§ What is being asked
Restate each record word for word, omitting whatever pictures it holds.

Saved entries
┌──
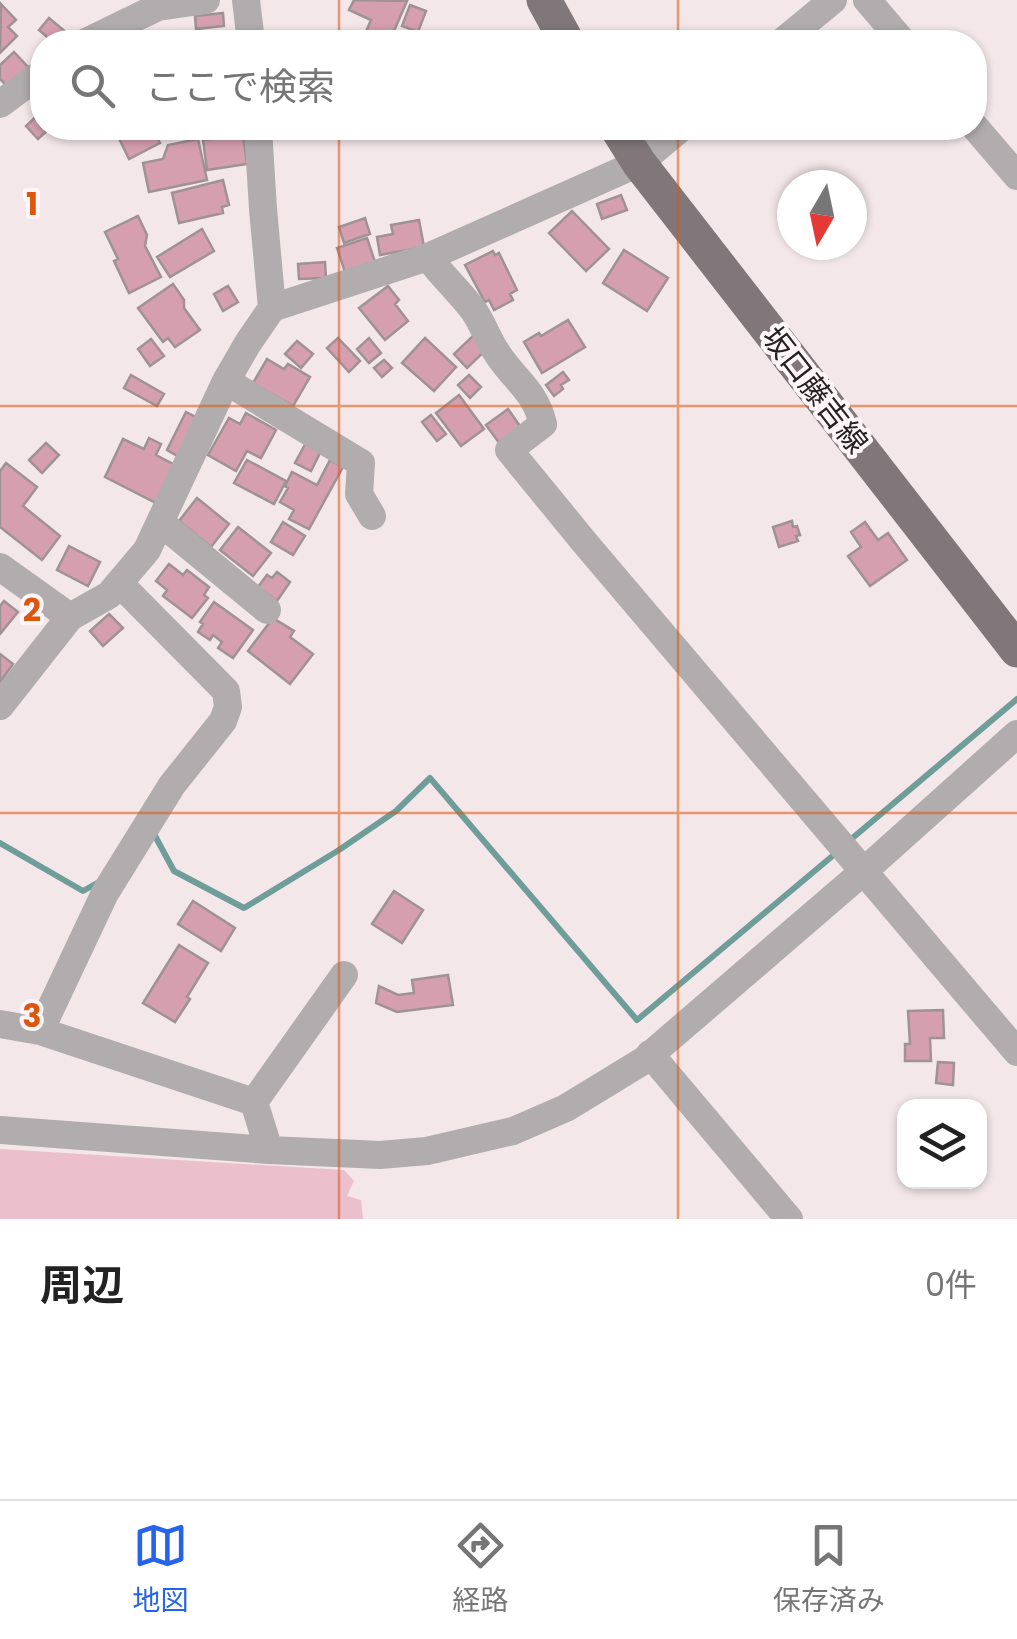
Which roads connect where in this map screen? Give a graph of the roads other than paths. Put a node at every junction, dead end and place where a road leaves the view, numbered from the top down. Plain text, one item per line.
1 (206, 0) edge
2 (246, 0) edge
3 (544, 0) edge
4 (832, 0) edge
5 (867, 0) edge
6 (111, 30) edge
7 (250, 30) edge
8 (560, 30) edge
9 (796, 30) edge
10 (893, 30) edge
11 (30, 82) edge
12 (0, 104) edge
13 (259, 140) edge
14 (624, 140) edge
15 (667, 140) edge
16 (986, 140) edge
17 (639, 164) junction
18 (1017, 176) edge
19 (428, 257) junction
20 (272, 308) junction
21 (226, 381) junction
22 (372, 516) dead end
23 (161, 523) junction
24 (0, 567) edge
25 (120, 584) junction
26 (267, 610) dead end
27 (70, 618) junction
28 (1017, 650) edge
29 (0, 706) edge
30 (1017, 734) edge
31 (864, 871) junction
32 (344, 975) dead end
33 (0, 1024) edge
34 (40, 1031) junction
35 (1017, 1052) edge
36 (650, 1054) junction
37 (254, 1102) junction
38 (0, 1130) edge
39 (269, 1150) junction
40 (790, 1219) edge

1 - 6 street
2 - 7 street
3 - 8 main road
4 - 9 street
5 - 10 street
11 - 12 street
13 - 20 street
14 - 17 main road, 坂口藤吉線
15 - 17 street
16 - 18 street
17 - 19 street
17 - 28 main road, 坂口藤吉線
19 - 20 street
19 - 31 street
20 - 21 street
21 - 22 street
21 - 23 street
23 - 25 street
23 - 26 street
24 - 27 street
25 - 27 street
25 - 34 street
27 - 29 street
30 - 31 street
31 - 35 street
31 - 36 street
32 - 37 street
33 - 34 street
34 - 37 street
36 - 39 street
36 - 40 street
37 - 39 street
38 - 39 street

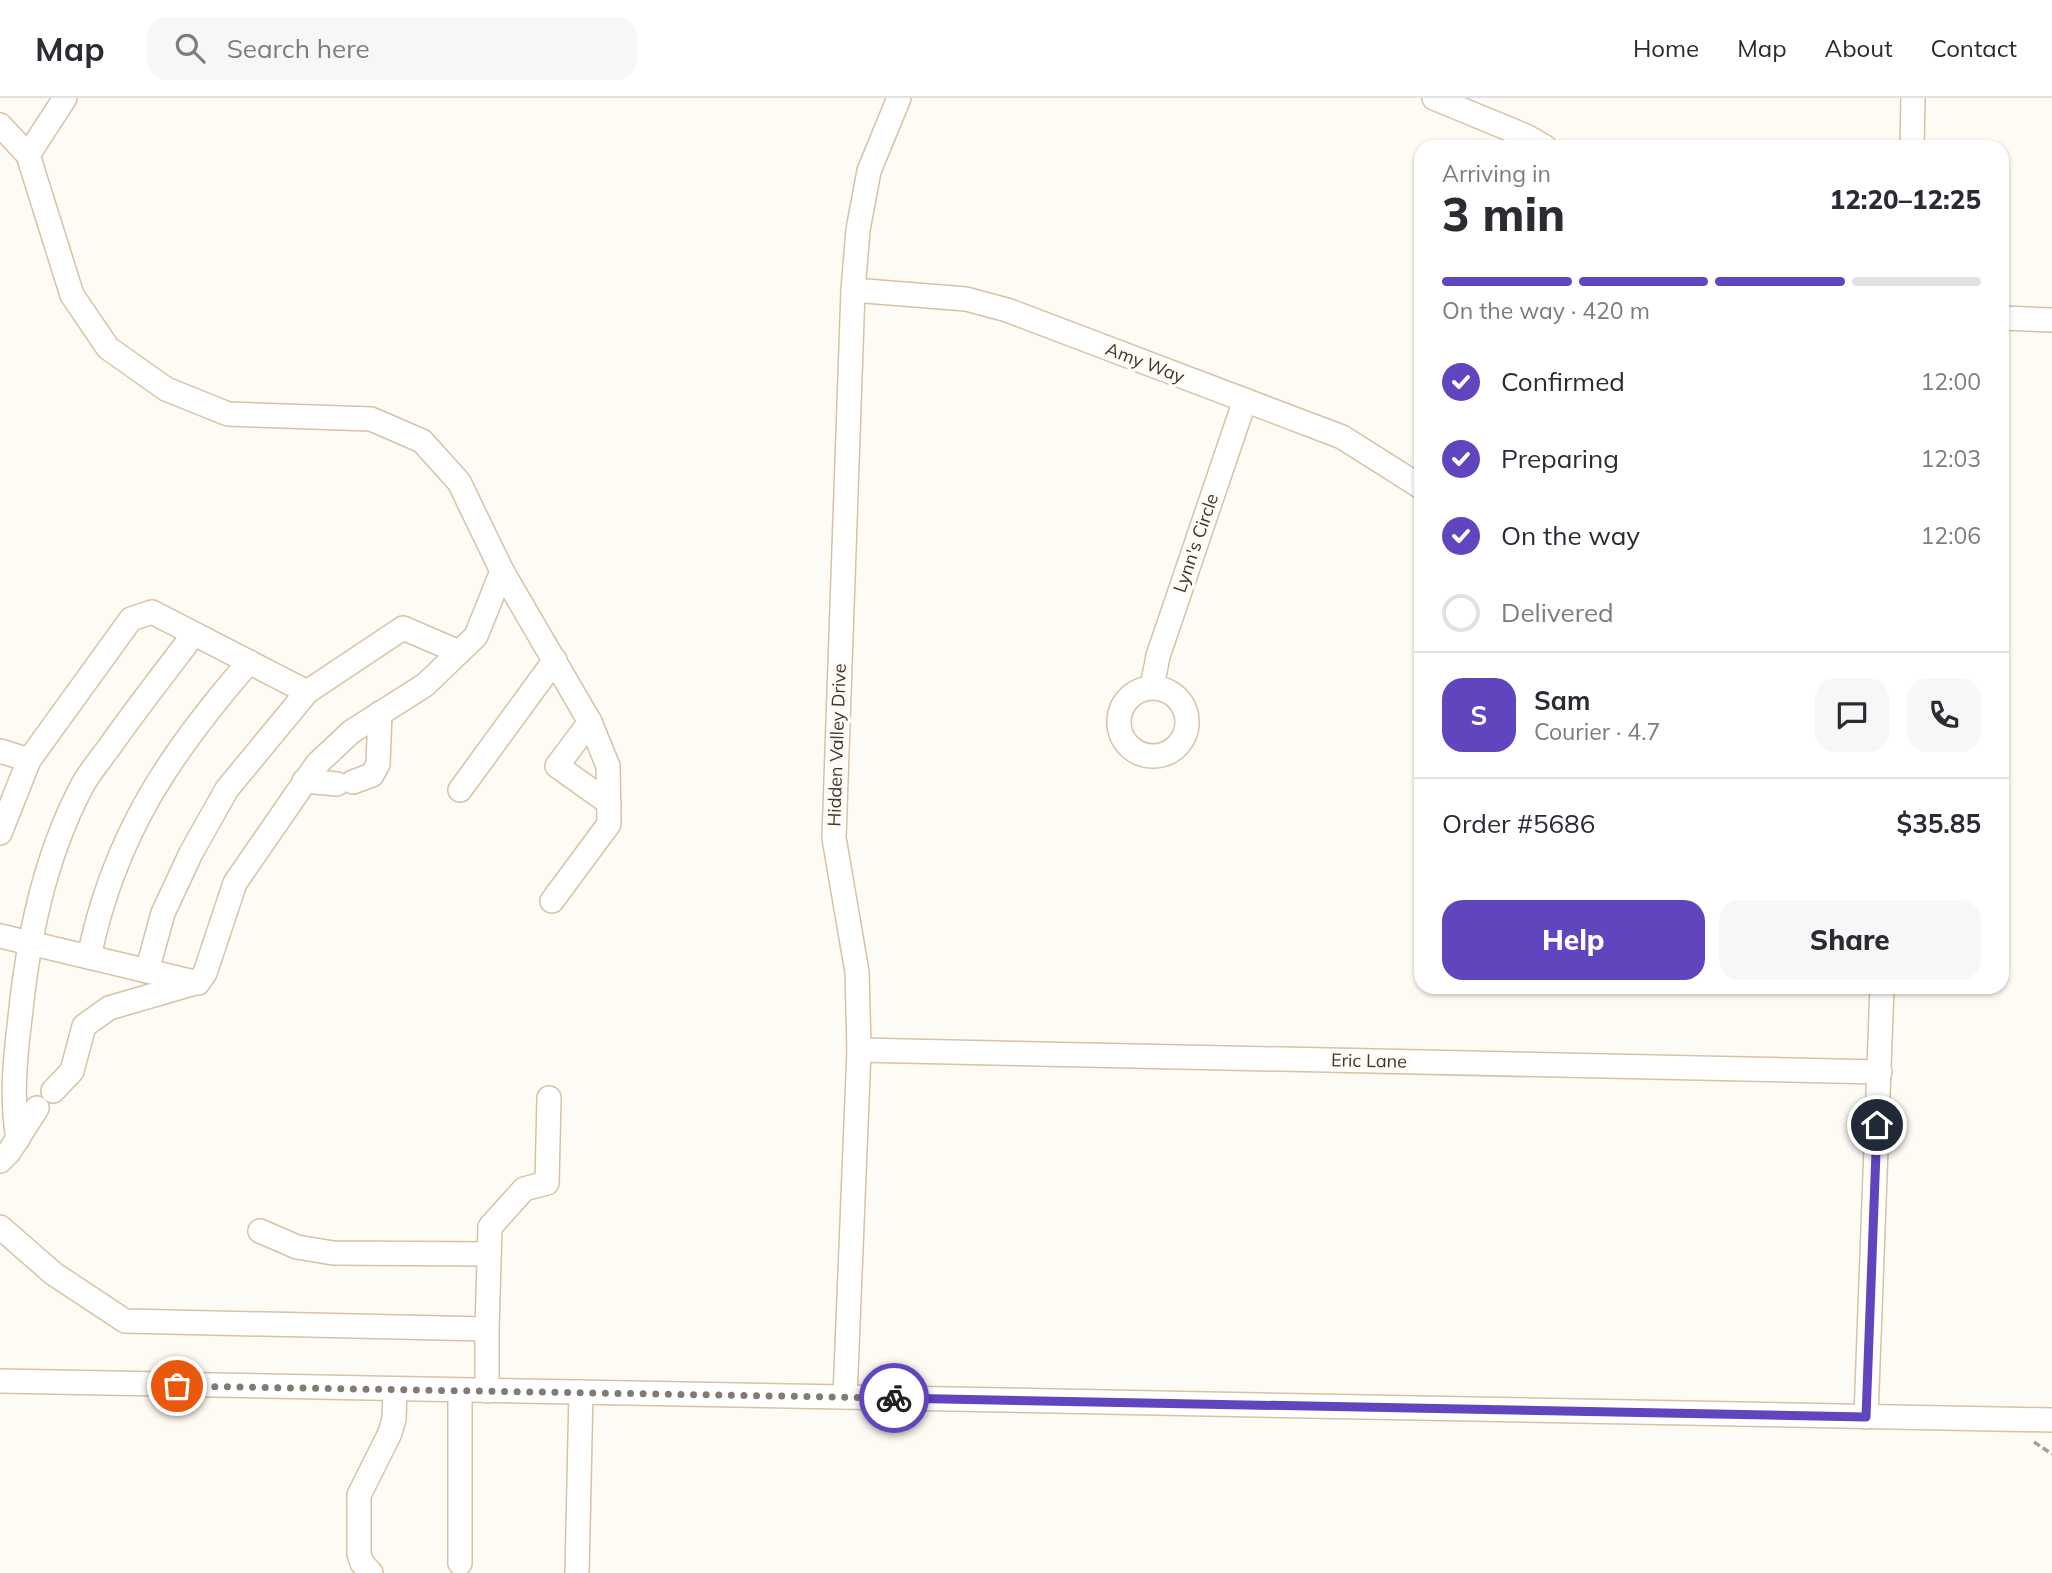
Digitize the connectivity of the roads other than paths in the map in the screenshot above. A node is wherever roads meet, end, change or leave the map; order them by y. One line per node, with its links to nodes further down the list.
└──
§ Exercise answer
Which roads connect where in this map screen? Give a graph of the roads other than paths. Put a node at every junction, dead end and place where a road leaves the view, numbered from the top down. Plain text, one item per line.
1 (206, 0) edge
2 (246, 0) edge
3 (544, 0) edge
4 (832, 0) edge
5 (867, 0) edge
6 (111, 30) edge
7 (250, 30) edge
8 (560, 30) edge
9 (796, 30) edge
10 (893, 30) edge
11 (30, 82) edge
12 (0, 104) edge
13 (259, 140) edge
14 (624, 140) edge
15 (667, 140) edge
16 (986, 140) edge
17 (639, 164) junction
18 (1017, 176) edge
19 (428, 257) junction
20 (272, 308) junction
21 (226, 381) junction
22 (372, 516) dead end
23 (161, 523) junction
24 (0, 567) edge
25 (120, 584) junction
26 (267, 610) dead end
27 (70, 618) junction
28 (1017, 650) edge
29 (0, 706) edge
30 (1017, 734) edge
31 (864, 871) junction
32 (344, 975) dead end
33 (0, 1024) edge
34 (40, 1031) junction
35 (1017, 1052) edge
36 (650, 1054) junction
37 (254, 1102) junction
38 (0, 1130) edge
39 (269, 1150) junction
40 (790, 1219) edge

1 - 6 street
2 - 7 street
3 - 8 main road
4 - 9 street
5 - 10 street
11 - 12 street
13 - 20 street
14 - 17 main road, 坂口藤吉線
15 - 17 street
16 - 18 street
17 - 19 street
17 - 28 main road, 坂口藤吉線
19 - 20 street
19 - 31 street
20 - 21 street
21 - 22 street
21 - 23 street
23 - 25 street
23 - 26 street
24 - 27 street
25 - 27 street
25 - 34 street
27 - 29 street
30 - 31 street
31 - 35 street
31 - 36 street
32 - 37 street
33 - 34 street
34 - 37 street
36 - 39 street
36 - 40 street
37 - 39 street
38 - 39 street

Digitize the connectivity of the roads other than paths in the map in the screenshot above. A node is wherever roads meet, end, change or leave the map; order them by y. One line per node, with its links to nodes further down the list.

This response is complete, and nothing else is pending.